У него в дневнике есть запись примерно такая: «и вот в заборе, в который я колотился головой, коленом, кулаками, вдруг открылась калитка в неожиданном месте и сказали: «ради Бога, войдите» и пр. Это – Чуковский его привел к Маршаку и Маршак выслушав его рассказ, обнял и поцеловал, «так искренно и горячо, что я не сконфузился».
Так, объятием, встретил его Маршак у ворот литературы.
А в 36 г. [на пленуме ЦК комсомола. –
«у дверей детской литературы стоит швейцар и не пущает».
Та же калитка! И тот, кто ему ее отворил, превратился в швейцара, который не пущает…
Вот, что бывает на свете с людьми.
Однако, задумана у него вся трагедия Иван – Курбский очень интересно.
Утром с опозданием спустилась в столовую. Прохожу мимо Твардовского на свое место. Он встал.
– Лидия Корнеевна – сказал он и я, стоя против него вблизи, впервые ясно увидела его глаза – очень светлые, почти белые – я перед Вами должен извиниться. Мы Вас, оказывается, обеспокоили.
Встал и другой какой-то, видно – гость. Но я на него не поглядела.

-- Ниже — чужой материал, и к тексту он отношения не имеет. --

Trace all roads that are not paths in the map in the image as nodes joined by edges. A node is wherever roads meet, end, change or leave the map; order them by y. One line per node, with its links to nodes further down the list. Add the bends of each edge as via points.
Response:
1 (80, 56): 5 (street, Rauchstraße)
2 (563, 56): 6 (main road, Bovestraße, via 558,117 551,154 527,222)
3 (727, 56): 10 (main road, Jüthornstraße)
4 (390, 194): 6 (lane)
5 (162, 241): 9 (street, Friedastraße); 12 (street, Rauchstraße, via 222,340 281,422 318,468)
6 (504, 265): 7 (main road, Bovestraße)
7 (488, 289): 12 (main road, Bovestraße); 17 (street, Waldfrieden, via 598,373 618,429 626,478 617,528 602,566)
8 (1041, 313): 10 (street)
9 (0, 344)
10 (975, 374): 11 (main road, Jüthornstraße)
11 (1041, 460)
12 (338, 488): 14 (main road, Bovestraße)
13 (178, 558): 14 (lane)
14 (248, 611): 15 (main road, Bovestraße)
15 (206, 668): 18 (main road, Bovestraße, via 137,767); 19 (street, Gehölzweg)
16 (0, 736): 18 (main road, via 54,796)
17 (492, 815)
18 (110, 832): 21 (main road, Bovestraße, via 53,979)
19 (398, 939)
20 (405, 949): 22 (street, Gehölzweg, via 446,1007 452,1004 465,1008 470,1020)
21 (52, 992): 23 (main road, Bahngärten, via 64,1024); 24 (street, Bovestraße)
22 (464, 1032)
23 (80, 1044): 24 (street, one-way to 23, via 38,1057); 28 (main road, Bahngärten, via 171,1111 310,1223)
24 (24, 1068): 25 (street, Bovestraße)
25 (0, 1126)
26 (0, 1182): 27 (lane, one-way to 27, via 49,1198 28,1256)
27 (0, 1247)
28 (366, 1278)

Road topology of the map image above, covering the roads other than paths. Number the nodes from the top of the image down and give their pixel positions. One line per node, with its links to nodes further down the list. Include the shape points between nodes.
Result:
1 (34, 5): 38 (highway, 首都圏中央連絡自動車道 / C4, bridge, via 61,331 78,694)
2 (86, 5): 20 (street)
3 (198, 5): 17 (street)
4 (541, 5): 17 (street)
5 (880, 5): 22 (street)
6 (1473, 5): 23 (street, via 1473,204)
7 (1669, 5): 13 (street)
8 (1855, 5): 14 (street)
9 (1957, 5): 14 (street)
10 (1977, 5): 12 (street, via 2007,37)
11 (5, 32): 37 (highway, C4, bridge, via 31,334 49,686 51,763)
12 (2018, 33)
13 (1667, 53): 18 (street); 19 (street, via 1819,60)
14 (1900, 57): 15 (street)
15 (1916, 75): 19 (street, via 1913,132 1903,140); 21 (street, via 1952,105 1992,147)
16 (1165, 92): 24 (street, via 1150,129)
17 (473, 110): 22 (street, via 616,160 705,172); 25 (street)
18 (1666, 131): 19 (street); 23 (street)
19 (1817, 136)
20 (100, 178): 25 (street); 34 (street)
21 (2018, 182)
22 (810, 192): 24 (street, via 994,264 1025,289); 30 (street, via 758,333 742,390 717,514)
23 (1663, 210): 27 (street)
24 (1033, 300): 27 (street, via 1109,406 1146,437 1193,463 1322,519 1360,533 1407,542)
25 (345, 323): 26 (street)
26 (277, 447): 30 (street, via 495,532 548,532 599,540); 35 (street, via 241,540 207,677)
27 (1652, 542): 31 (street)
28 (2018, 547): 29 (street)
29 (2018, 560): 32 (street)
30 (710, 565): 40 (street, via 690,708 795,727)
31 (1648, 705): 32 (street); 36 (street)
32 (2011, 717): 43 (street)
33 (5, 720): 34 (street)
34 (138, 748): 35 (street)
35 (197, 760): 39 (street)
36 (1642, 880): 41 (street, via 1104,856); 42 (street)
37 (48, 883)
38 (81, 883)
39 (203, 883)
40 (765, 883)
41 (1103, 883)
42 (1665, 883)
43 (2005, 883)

– Да – сказала я – я даже ушла в другую комнату, так громко Вы пели. Но не в этом дело. Меня оскорбило, что мою гостью выгнали, буквально, а Вашего гостя оставили ночевать. Директор проявляет гибкость – я понимаю – но Вы-то сами как можете это допускать?
– Я ничего не знал – сказал он – что кого-то не допустили. Я в первый раз слышу.
Я села. В столовой было тихо. Все слушали меня. А тут все загалдели – и Сельвинский о жене, и другие.
После завтрака Твардовский еще несколько раз подходил и просил прощения.
– Пойдете после обеда гулять? – спросил Сельвинский.
– Да.
Но когда кончился обед и Сельвинский встал и пошел переодеваться – Твардовский сел на его стул.
– Что Вы на меня волком глядите – сказал он мне. – Неужели сердитесь?
– Нет – сказала я.
Тут он заговорил, какое К. И. прислал ему письмо после «Муравии» и пр. Потом вдруг:
– Вы знаете такую писательницу – Георгиевскую?
– Да.
– Хорошо пишет?
– Очень. Я любила I вариант ее книги – теперь не знаю.
– Это выговор мне?
– Пока еще нет.
– Я дал деньги и договор, потому что верю Т. Г. Габбе, я ее люблю. Она пустым не займется.
– Ну пойдемте ко мне, я стихи буду читать, хотите.
Мы пошли с Зив. Потом вошли за нами Корсаков (глупый, чиновничьего вида человек, который сидит за столом с Твардовским) и Подгорный – интеллигентный, очень вглядывающийся. В комнате почему-то холодно (у всех жара) – окурки.
Твардовский взял тетрадку.
Какой он? Жадный, быстрый, хочет быть простым и демократичным, но так презирает людей, что не может скрыть этого. Говорит комплименты и тут же дает тычка. Смех нехороший – всегда смеется так, словно над похабным.
Читал. Совсем по-новому – совсем стихи – и без той элементарности, которая раньше меня даже в лучших его вещах отталкивала. Нет, это уже в полную силу горечи.
Бросил на середине.
Заговорил о чем-то другом, т. е. что человек должен писать биографическое.
Я сказала Ольге:
– Помните? Я вам про это читала цитату?
– Ах уже читали про это? – зло сказал Твардовский – «Иду читать Монтеня», как говорила одна дама.
– Да, говорила, и сейчас принесу – сказала я.
Я пошла в свою комнату за тетрадкой. Я нашла тетрадку и побежала к Твардовскому.
А он опять:
– Я готов сквозь землю провалиться, что мы тогда с Игорем Сацем помешали Вам спать… Песни пели, дураки.